Tatiana decidió hacerse la desentendida.
Al fin y al cabo, ese grupo igual terminaría arrestado, pagara o no el dinero. Además, la cuenta que usaba era la del asistente, así que aunque la policía investigara, siempre podría fingir que no sabía nada y echarle la culpa a alguien más.
Mientras la ansiedad le revolvía el estómago, Tatiana le lanzó una mirada a su asistente, calculando cada paso. Sin embargo, ese pequeño error estuvo a punto de arruinarla para siempre.
En el streaming, los bots comenzaron a desaparecer como si una marea se retirara. Poco a poco, todo volvía a la normalidad.
[¡Qué alivio! Por fin se largaron esos locos. Era como si hubiera pasado una plaga de bichos, hablando tan sucio como baño público. Me daba miedo hasta mancharme de tanto mugrero.]
[¡Sr. Agustín, seguro te tendieron una trampa! Por suerte, la vida premia a los buenos. Yo no he dejado de tocarte la campana electrónica para desearte buena vibra.]
[¡Bola de inútiles! Yo solo me aventé un round contra esos vatos y hasta le rompí varias teclas a mi teclado.]
Joana leía los comentarios y no pudo evitar reírse al ver el apodo larguísimo de uno de los usuarios, justo el que más se había fajado contra los trolls: “LuzQueFluyeDesdeElCorazónDeLaSelva”. Esa persona sí que se rifó cuando todo se puso feo.
Le costaba hasta pronunciar el nombre, así que solo sonrió y comentó:
—LuzQueFluyeDesdeElCorazónDeLaSelva, si tu teclado quedó dañado, mándale mensaje directo al asistente para que te lo repongamos. Además, te vamos a mandar un regalito.

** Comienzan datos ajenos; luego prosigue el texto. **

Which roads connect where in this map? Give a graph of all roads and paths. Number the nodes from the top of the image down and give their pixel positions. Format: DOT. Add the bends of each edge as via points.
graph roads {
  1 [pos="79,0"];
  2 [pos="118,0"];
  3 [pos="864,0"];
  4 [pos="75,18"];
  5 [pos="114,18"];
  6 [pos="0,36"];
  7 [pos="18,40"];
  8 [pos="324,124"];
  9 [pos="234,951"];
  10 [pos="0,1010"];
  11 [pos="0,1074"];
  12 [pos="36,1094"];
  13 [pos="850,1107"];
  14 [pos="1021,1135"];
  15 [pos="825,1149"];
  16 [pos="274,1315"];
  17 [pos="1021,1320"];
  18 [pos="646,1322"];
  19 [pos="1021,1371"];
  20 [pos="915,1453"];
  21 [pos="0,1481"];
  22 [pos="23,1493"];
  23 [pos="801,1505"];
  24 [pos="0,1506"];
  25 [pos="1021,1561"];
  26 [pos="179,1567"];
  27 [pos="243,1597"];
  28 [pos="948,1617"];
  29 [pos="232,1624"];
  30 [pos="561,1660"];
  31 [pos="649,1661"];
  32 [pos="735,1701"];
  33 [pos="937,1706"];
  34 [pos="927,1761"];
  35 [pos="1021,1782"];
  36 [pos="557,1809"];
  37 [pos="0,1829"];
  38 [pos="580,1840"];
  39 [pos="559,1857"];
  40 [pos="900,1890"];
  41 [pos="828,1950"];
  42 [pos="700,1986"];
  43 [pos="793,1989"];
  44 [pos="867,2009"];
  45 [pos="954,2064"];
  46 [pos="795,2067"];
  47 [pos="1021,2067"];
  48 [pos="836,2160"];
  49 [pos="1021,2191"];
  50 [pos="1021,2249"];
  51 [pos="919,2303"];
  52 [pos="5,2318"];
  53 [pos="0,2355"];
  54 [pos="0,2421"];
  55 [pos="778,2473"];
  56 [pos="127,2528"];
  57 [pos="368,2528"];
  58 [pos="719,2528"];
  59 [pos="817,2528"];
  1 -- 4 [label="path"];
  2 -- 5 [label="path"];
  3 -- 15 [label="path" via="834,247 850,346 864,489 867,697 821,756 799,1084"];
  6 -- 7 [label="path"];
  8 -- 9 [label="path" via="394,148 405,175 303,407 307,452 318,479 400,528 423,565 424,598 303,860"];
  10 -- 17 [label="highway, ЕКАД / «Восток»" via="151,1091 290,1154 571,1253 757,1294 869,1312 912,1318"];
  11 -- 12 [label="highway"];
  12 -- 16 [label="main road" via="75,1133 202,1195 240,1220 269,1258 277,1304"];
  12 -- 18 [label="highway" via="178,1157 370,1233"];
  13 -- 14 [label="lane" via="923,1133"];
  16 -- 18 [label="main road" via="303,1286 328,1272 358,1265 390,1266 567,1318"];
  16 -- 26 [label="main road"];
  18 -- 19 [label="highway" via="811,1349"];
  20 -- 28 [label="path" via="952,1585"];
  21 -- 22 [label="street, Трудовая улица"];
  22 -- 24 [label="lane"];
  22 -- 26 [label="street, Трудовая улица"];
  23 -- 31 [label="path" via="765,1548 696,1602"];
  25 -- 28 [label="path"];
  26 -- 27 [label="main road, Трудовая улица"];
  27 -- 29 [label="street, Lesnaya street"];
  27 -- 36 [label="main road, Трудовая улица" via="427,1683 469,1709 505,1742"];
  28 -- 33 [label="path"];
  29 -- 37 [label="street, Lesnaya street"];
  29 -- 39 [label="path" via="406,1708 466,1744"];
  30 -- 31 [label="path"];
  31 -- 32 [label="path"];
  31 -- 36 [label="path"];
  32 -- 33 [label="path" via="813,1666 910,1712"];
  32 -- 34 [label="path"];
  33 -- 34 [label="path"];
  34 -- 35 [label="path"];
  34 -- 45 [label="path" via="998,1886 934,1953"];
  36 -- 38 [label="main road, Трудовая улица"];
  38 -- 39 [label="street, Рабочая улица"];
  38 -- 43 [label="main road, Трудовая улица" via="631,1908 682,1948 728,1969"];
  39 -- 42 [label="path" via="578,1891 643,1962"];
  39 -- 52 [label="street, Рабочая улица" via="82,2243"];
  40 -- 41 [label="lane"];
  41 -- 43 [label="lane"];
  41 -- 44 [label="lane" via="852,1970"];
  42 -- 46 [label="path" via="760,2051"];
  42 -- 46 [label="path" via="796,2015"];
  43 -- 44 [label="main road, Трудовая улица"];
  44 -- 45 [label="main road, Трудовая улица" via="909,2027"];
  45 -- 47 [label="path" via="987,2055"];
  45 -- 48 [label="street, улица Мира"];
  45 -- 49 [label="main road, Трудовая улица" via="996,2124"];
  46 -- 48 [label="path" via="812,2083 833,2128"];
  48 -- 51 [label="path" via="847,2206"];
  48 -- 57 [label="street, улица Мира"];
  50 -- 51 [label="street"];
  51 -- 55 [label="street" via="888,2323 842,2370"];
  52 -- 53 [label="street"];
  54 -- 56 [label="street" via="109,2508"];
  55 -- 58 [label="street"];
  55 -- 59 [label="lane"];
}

[LuzQueFluyeDesdeElCorazónDeLaSelva (después de ser mencionada por Joana): ¡Aaaaah, sí soy yo! ¡Lo sabía! ¡La vida sí premia a los buenos! ¡Me fascina tu voz, mi amor! ¡Aaaaah!]
[¡No inventes! ¡La envidia me está matando!]
[Oigan, pero yo también estuve tocando la campanita electrónica, ¿eso no cuenta?]
La transmisión volvió a encenderse con emoción.
Joana aprovechó el buen ánimo, sacó de su bolsa y organizó una dinámica: regaló paquetes sorpresa a los seguidores.
Diez afortunados se llevaron un suéter de lana.
Los que solo estaban mirando, ahora se lanzaron de lleno a participar.
Al mismo tiempo, muchos seguidores de ciudades cercanas ya estaban recibiendo sus pedidos.
Casi todos daban comentarios positivos; algunos ponían críticas constructivas y muy pocos se quejaron, pero era por culpa del servicio de paquetería que había maltratado la ropa.
El director Agustín, ya con la cabeza fría, volvió a salir en vivo. Consiguió atraer a muchos “bebés” fans y le agradecía a Joana con toda el alma.
...
Fabián volvió a preguntar por el avance de la compra de suéteres de lana.
Andrés, acordándose de que había metido la pata el día anterior, sentía remordimiento.
Fabián asintió:
—Tienes razón.
Andrés respiró aliviado.
Ese lote de suéteres era caro y difícil de conseguir.
Hoy, cuando fue a preguntar, hasta le pedían que él mismo fuera a recogerlos.
Le parecía una locura.
—Y también están los empleados de la sucursal… —Fabián dejó de escribir, lo miró y dijo—: Mejor así, aprueba otro presupuesto y compra dos mil piezas.
Andrés se quedó de piedra.
Cuando por fin llegó a la fábrica ese día, ya era demasiado tarde.
Había carros de lujo estacionados por todos lados. ¡Hasta para hacer pedidos había que hacer fila!
Cuando por fin le tocó su turno, solo quedaban quinientas.